Activity
Return the records exactly, from the first line through the "static void draw_image(cairo_t" line.
⟨
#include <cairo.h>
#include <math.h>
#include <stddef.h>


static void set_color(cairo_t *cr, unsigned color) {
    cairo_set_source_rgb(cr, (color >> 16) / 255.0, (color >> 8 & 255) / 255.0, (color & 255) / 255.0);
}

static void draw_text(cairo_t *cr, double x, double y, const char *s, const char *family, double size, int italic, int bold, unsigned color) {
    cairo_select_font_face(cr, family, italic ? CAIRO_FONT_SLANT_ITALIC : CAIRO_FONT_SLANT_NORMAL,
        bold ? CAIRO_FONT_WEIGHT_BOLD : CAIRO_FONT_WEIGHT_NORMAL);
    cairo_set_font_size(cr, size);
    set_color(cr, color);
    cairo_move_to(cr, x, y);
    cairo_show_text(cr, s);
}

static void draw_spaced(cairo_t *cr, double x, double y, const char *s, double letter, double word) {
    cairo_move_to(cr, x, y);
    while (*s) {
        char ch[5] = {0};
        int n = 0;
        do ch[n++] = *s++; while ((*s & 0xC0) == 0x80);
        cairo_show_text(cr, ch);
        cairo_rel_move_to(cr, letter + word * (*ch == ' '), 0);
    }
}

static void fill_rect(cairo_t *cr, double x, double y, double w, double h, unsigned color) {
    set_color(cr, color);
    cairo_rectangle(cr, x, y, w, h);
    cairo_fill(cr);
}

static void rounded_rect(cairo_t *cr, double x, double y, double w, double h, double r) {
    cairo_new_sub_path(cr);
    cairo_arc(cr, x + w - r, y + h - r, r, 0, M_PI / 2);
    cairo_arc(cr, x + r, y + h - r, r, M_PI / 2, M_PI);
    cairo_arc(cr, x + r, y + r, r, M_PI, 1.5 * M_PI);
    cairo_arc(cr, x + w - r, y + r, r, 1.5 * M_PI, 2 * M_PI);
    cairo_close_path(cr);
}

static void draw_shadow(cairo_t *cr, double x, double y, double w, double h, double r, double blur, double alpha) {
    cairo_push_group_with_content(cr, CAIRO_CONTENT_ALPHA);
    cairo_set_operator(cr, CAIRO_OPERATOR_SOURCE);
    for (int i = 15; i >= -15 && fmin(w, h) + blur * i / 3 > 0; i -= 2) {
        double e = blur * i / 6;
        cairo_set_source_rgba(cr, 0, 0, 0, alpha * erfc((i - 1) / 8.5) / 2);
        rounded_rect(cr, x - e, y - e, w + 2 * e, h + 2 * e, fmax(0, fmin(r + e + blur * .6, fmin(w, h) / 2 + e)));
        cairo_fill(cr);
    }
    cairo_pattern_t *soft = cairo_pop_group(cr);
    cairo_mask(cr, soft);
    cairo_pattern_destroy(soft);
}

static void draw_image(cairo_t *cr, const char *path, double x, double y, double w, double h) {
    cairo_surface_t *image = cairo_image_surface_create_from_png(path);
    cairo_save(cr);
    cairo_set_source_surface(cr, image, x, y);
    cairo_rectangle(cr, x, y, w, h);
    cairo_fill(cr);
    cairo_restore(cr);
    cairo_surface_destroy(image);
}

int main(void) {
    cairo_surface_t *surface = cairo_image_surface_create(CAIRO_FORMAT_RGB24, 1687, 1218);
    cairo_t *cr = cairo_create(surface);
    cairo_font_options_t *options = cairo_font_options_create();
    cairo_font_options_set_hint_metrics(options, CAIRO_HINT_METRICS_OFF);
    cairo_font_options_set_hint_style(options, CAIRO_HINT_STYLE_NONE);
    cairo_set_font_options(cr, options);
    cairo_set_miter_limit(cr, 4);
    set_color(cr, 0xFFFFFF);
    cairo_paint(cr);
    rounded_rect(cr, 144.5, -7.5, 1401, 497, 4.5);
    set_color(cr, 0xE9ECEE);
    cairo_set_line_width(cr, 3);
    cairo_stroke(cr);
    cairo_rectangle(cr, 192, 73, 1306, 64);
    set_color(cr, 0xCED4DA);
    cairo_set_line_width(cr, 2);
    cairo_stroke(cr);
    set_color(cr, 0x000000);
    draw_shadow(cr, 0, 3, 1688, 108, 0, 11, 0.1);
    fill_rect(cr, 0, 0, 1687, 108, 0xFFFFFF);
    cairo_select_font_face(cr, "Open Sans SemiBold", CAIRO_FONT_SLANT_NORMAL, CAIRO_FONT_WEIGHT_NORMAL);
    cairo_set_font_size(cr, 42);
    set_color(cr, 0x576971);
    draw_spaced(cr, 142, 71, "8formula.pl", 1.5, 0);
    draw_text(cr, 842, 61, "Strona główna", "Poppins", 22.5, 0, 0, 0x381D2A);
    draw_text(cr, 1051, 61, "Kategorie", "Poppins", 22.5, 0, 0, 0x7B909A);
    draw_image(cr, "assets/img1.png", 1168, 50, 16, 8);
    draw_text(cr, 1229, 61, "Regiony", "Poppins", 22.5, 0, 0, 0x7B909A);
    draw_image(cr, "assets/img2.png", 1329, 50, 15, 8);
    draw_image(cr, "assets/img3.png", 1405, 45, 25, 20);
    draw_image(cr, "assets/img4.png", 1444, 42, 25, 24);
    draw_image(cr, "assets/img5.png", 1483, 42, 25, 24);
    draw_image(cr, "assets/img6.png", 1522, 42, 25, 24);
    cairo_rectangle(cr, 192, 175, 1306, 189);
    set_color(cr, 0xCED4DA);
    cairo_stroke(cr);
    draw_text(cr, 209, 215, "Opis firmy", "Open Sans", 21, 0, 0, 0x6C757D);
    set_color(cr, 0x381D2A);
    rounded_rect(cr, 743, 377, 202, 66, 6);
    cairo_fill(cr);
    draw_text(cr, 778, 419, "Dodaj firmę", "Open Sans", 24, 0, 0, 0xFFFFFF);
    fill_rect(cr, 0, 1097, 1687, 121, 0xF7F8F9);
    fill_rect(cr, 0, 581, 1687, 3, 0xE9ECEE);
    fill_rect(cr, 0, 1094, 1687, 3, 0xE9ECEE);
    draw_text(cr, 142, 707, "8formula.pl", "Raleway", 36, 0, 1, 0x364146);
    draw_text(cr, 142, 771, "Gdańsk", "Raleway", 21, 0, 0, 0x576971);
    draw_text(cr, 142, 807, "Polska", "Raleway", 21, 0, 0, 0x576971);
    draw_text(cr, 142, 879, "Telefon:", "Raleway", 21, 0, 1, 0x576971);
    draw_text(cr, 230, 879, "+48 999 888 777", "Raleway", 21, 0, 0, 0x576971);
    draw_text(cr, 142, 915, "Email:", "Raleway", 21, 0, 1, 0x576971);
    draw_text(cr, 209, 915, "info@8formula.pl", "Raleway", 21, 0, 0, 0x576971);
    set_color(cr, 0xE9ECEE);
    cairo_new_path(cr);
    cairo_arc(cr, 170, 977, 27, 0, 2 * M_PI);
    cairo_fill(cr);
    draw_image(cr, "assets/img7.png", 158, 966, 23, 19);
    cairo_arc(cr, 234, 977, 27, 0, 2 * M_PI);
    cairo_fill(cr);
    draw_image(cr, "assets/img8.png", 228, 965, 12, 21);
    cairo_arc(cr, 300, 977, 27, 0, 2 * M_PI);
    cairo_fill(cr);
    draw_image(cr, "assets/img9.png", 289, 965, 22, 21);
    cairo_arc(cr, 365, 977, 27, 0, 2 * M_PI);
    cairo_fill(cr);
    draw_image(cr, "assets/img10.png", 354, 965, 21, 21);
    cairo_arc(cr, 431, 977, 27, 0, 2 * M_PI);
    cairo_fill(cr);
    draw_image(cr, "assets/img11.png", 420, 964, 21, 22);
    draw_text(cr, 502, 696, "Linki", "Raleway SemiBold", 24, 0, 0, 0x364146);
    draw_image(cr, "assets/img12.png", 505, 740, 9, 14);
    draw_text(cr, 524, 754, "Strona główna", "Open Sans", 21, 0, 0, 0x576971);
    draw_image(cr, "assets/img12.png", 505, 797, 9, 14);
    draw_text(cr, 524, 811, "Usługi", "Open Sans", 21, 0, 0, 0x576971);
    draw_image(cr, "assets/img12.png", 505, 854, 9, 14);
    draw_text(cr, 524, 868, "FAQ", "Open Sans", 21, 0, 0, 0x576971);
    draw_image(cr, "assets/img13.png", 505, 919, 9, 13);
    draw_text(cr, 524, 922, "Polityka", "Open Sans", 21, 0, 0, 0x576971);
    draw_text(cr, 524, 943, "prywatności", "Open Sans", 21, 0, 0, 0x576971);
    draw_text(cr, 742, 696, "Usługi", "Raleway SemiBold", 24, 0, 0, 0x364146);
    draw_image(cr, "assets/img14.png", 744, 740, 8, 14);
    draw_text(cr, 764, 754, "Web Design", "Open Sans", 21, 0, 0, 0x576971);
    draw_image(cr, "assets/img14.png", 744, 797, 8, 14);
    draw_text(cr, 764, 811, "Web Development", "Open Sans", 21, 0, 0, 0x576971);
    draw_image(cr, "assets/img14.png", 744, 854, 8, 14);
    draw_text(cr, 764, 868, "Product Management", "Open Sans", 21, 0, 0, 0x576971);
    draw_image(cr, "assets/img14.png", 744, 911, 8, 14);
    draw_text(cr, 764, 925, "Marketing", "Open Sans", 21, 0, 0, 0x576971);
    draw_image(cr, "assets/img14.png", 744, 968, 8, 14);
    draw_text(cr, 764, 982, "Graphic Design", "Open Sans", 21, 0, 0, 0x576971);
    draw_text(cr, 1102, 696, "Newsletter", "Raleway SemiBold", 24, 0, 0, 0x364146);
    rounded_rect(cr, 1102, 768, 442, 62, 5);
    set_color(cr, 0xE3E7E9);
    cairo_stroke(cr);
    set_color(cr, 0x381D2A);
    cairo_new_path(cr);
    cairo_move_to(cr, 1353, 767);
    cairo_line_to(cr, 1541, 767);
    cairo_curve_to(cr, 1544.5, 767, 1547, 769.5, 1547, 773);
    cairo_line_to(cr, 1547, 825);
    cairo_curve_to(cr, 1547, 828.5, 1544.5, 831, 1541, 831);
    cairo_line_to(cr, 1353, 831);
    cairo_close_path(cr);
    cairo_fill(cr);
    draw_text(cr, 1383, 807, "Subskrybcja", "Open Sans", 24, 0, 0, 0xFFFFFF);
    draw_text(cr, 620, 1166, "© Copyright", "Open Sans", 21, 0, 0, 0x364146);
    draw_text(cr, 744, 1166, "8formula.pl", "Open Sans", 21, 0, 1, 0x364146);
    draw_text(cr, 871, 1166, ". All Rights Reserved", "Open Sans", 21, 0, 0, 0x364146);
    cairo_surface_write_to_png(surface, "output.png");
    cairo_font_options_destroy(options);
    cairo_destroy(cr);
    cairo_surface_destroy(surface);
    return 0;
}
⟩
Answer below
#include <cairo.h>
#include <math.h>
#include <stddef.h>


static void set_color(cairo_t *cr, unsigned color) {
    cairo_set_source_rgb(cr, (color >> 16) / 255.0, (color >> 8 & 255) / 255.0, (color & 255) / 255.0);
}

static void draw_text(cairo_t *cr, double x, double y, const char *s, const char *family, double size, int italic, int bold, unsigned color) {
    cairo_select_font_face(cr, family, italic ? CAIRO_FONT_SLANT_ITALIC : CAIRO_FONT_SLANT_NORMAL,
        bold ? CAIRO_FONT_WEIGHT_BOLD : CAIRO_FONT_WEIGHT_NORMAL);
    cairo_set_font_size(cr, size);
    set_color(cr, color);
    cairo_move_to(cr, x, y);
    cairo_show_text(cr, s);
}

static void draw_spaced(cairo_t *cr, double x, double y, const char *s, double letter, double word) {
    cairo_move_to(cr, x, y);
    while (*s) {
        char ch[5] = {0};
        int n = 0;
        do ch[n++] = *s++; while ((*s & 0xC0) == 0x80);
        cairo_show_text(cr, ch);
        cairo_rel_move_to(cr, letter + word * (*ch == ' '), 0);
    }
}

static void fill_rect(cairo_t *cr, double x, double y, double w, double h, unsigned color) {
    set_color(cr, color);
    cairo_rectangle(cr, x, y, w, h);
    cairo_fill(cr);
}

static void rounded_rect(cairo_t *cr, double x, double y, double w, double h, double r) {
    cairo_new_sub_path(cr);
    cairo_arc(cr, x + w - r, y + h - r, r, 0, M_PI / 2);
    cairo_arc(cr, x + r, y + h - r, r, M_PI / 2, M_PI);
    cairo_arc(cr, x + r, y + r, r, M_PI, 1.5 * M_PI);
    cairo_arc(cr, x + w - r, y + r, r, 1.5 * M_PI, 2 * M_PI);
    cairo_close_path(cr);
}

static void draw_shadow(cairo_t *cr, double x, double y, double w, double h, double r, double blur, double alpha) {
    cairo_push_group_with_content(cr, CAIRO_CONTENT_ALPHA);
    cairo_set_operator(cr, CAIRO_OPERATOR_SOURCE);
    for (int i = 15; i >= -15 && fmin(w, h) + blur * i / 3 > 0; i -= 2) {
        double e = blur * i / 6;
        cairo_set_source_rgba(cr, 0, 0, 0, alpha * erfc((i - 1) / 8.5) / 2);
        rounded_rect(cr, x - e, y - e, w + 2 * e, h + 2 * e, fmax(0, fmin(r + e + blur * .6, fmin(w, h) / 2 + e)));
        cairo_fill(cr);
    }
    cairo_pattern_t *soft = cairo_pop_group(cr);
    cairo_mask(cr, soft);
    cairo_pattern_destroy(soft);
}

static void draw_image(cairo_t *cr, const char *path, double x, double y, double w, double h) {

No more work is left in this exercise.